In Memory of

Patricia

P.

Farmer

(Dow)

Obituary for Patricia P. Farmer (Dow)

Patricia P. Farmer of Cushing, Maine, died peacefully at the Sussman House hospice on May
20th. Pat (how she preferred to be called) lived an extraordinarily rich life of 95 years. She was
a worker, from early employment as a high schooler in Boston to finally retiring from Columbia
University in her 80s, taking breaks along the way for college, graduate school, and raising a
family. Her favorite jobs took advantage of her skills in (and passion for) writing, editing,
teaching, making art, and imaginative planning. She loved to travel, exploring diverse cultures
from Hong Kong and Southeast Asia, through much of Europe to North Africa and Mayan
Mexico.

Pat was the only child of John Aldrich Dow and Katherine Orear Dow. She described
a childhood surrounded by adults, with no cousins or other relatives, but transformed her life into
one of extended family, including her own five children and an acquired network of relatives
who honor her memory and mourn her death.

She had deep roots in New England, descended from Dows who emigrated to New
England in the 17th century. Born March 7, 1927, in Winchester, Massachusetts, she grew up
in nearby Reading, where her grandfather was the town doctor, in a home modeled after a
traditional 17th-century New England saltbox.

She graduated from Middlebury College with a major in fine arts, which remained one of her principal loves. She met and married Robert Metzger, living in Virginia and then abroad in Cyprus with her first two children, Geoffrey and Alison. A second daughter, Victoria (known as Tory), was born on the family’s return to America,
settling in North Carolina where Pat’s husband was a professor in the history of philosophy.
Devoted to the fine arts, she enrolled in the graduate art history program at The University of North Carolina.

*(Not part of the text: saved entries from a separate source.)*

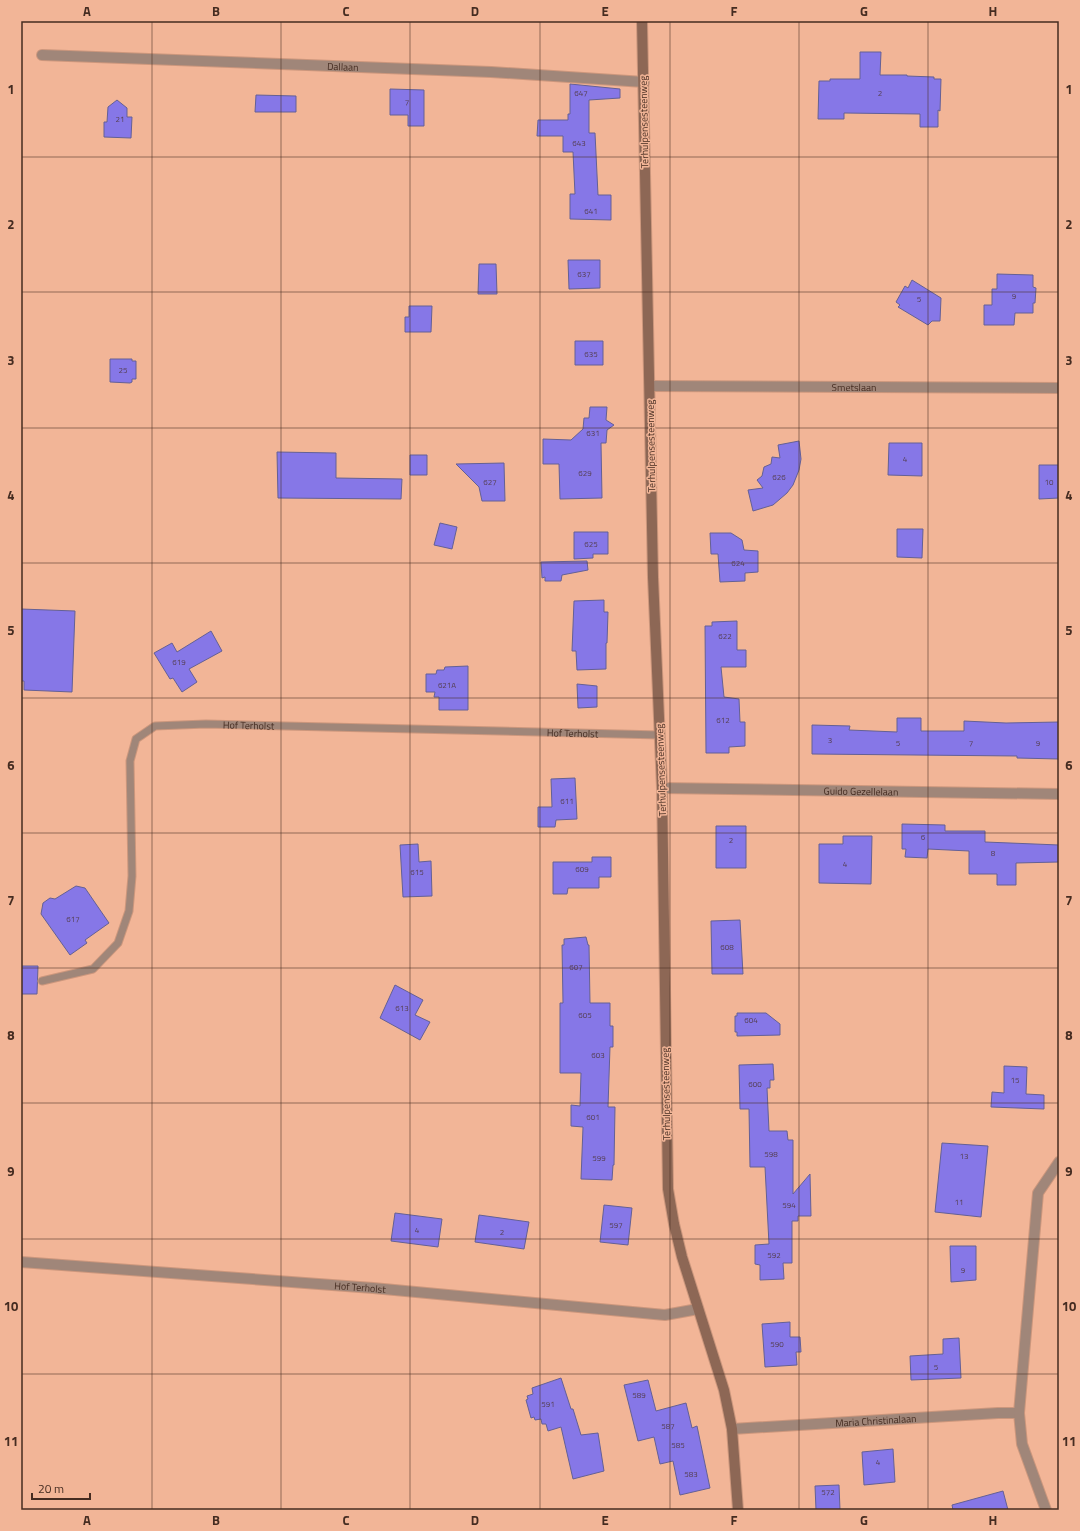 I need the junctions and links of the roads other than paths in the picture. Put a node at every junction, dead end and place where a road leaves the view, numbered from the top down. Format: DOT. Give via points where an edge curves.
graph roads {
  1 [pos="642,21"];
  2 [pos="42,55"];
  3 [pos="644,82"];
  4 [pos="650,386"];
  5 [pos="1059,388"];
  6 [pos="660,736"];
  7 [pos="662,788"];
  8 [pos="1059,794"];
  9 [pos="42,982"];
  10 [pos="1059,1162"];
  11 [pos="21,1262"];
  12 [pos="698,1309"];
  13 [pos="1019,1413"];
  14 [pos="732,1429"];
  15 [pos="738,1510"];
  16 [pos="1046,1510"];
  1 -- 3 [label="main road, Terhulpensesteenweg"];
  2 -- 3 [label="street, Dallaan" via="491,72"];
  3 -- 4 [label="main road, Terhulpensesteenweg"];
  4 -- 5 [label="street, Smetslaan"];
  4 -- 6 [label="main road, Terhulpensesteenweg" via="653,577"];
  6 -- 7 [label="main road, Terhulpensesteenweg"];
  6 -- 9 [label="lane, Hof Terholst" via="206,724 155,726 136,739 130,761 132,876 129,912 118,943 93,969"];
  7 -- 8 [label="street, Guido Gezellelaan"];
  7 -- 12 [label="main road, Terhulpensesteenweg" via="668,1189 682,1257"];
  10 -- 13 [label="street" via="1038,1193"];
  11 -- 12 [label="street, Hof Terholst" via="374,1288 665,1315"];
  12 -- 14 [label="main road, Terhulpensesteenweg" via="724,1390"];
  13 -- 14 [label="street, Maria Christinalaan"];
  13 -- 16 [label="street" via="1022,1444"];
  14 -- 15 [label="main road, Terhulpensesteenweg"];
} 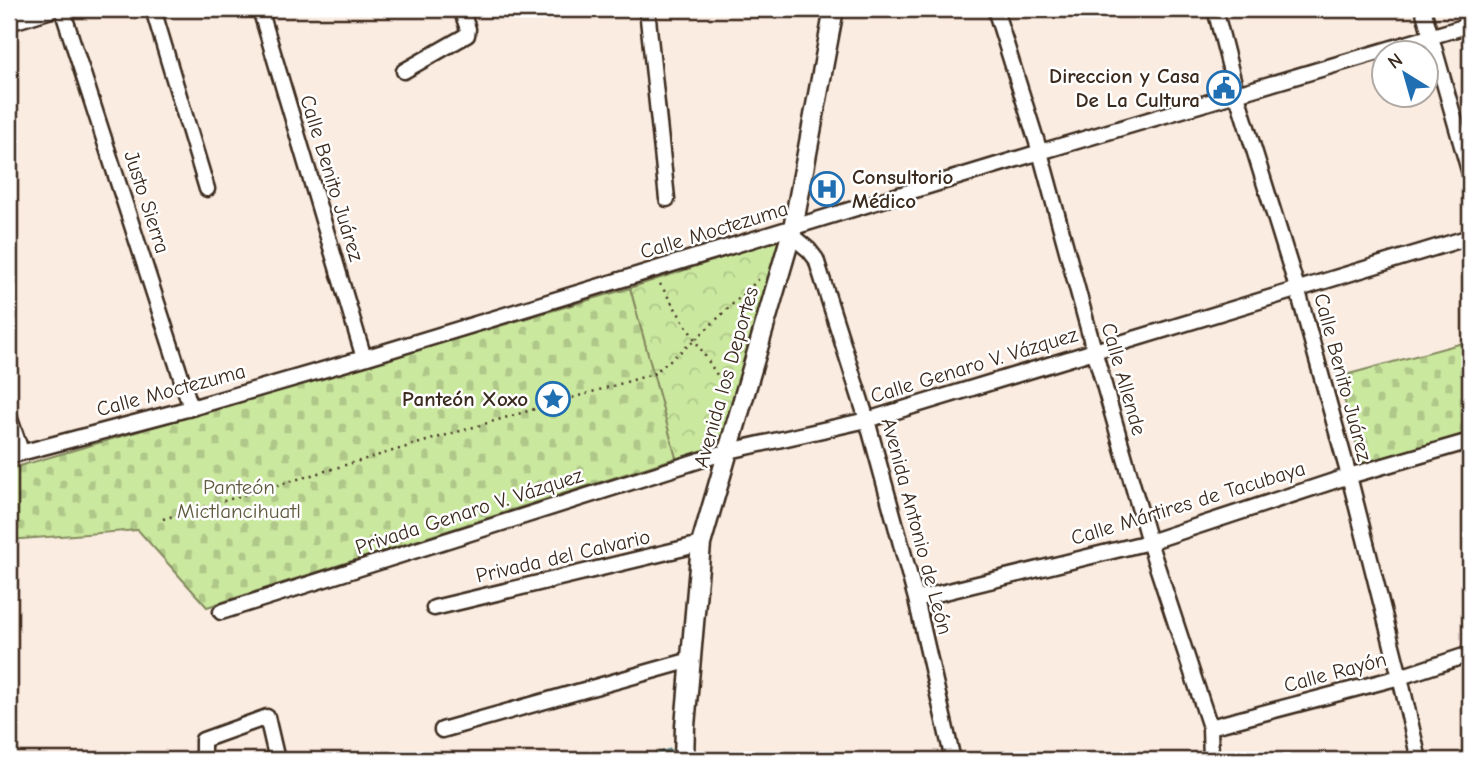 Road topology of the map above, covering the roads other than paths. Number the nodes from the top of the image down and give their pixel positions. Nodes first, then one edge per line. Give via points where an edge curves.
1 (55, 9) edge
2 (62, 9) edge
3 (153, 9) edge
4 (260, 9) edge
5 (461, 9) edge
6 (647, 9) edge
7 (995, 9) edge
8 (1215, 9) edge
9 (1423, 9) edge
10 (837, 10) edge
11 (9, 23) edge
12 (1470, 25) edge
13 (1429, 36) junction
14 (404, 71) dead end
15 (1237, 95) junction
16 (1040, 152) junction
17 (1470, 174) edge
18 (207, 188) dead end
19 (667, 199) dead end
20 (792, 232) junction
21 (1470, 237) edge
22 (1298, 291) junction
23 (1094, 350) junction
24 (364, 358) junction
25 (191, 408) junction
26 (9, 416) edge
27 (867, 420) junction
28 (1470, 441) edge
29 (729, 451) junction
30 (15, 454) edge
31 (1349, 476) junction
32 (1149, 541) junction
33 (701, 544) junction
34 (916, 599) junction
35 (435, 608) dead end
36 (221, 612) dead end
37 (1470, 654) edge
38 (691, 660) junction
39 (1400, 677) junction
40 (442, 730) dead end
41 (1210, 734) junction
42 (203, 760) edge
43 (277, 760) edge
44 (684, 760) edge
45 (953, 760) edge
46 (1211, 760) edge
47 (1419, 760) edge

1 - 11 street
2 - 25 street, Justo Sierra
3 - 18 street
4 - 24 street, Calle Benito Juárez
5 - 14 street via 467,35
6 - 19 street
7 - 16 street, Calle Allende
8 - 15 street, Calle Benito Juárez
9 - 13 street
10 - 20 street, Avenida los Deportes
12 - 13 street, Calle Moctezuma
13 - 15 street, Calle Moctezuma
13 - 17 street
15 - 16 street, Calle Moctezuma
15 - 22 street, Calle Benito Juárez
16 - 20 street, Calle Moctezuma
16 - 23 street, Calle Allende
20 - 24 street, Calle Moctezuma
20 - 27 street, Avenida Antonio de León via 816,260
20 - 29 street, Avenida los Deportes
21 - 22 street, Calle Genaro V. Vázquez
22 - 23 street, Calle Genaro V. Vázquez
22 - 31 street, Calle Benito Juárez
23 - 27 street, Calle Genaro V. Vázquez
23 - 32 street, Calle Allende
24 - 25 street, Calle Moctezuma
25 - 30 street, Calle Moctezuma
26 - 30 street
27 - 29 street, Calle Genaro V. Vázquez
27 - 34 street, Avenida Antonio de León
28 - 31 street, Calle Mártires de Tacubaya
29 - 33 street, Avenida los Deportes
29 - 36 street, Privada Genaro V. Vázquez
31 - 32 street, Calle Mártires de Tacubaya
31 - 39 street, Calle Benito Juárez
32 - 34 street, Calle Mártires de Tacubaya
32 - 41 street, Calle Allende
33 - 35 street, Privada del Calvario
33 - 38 street, Avenida los Deportes
34 - 45 street, Avenida Antonio de León
37 - 39 street, Calle Rayón
38 - 40 street
38 - 44 street, Avenida los Deportes
39 - 41 street, Calle Rayón
39 - 47 street, Calle Benito Juárez
41 - 46 street, Calle Allende
42 - 43 street via 203,740 267,717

She told the story of another new graduate student, arriving from California, asking if she could bring his bicycle to Chapel Hill from Raleigh’s train station. That student was David Farmer and it was the beginning of love for him and an eventual 57-year marriage. With her MA degree in 1963, she taught art history at Westhampton College, the women’s college of the University of Richmond.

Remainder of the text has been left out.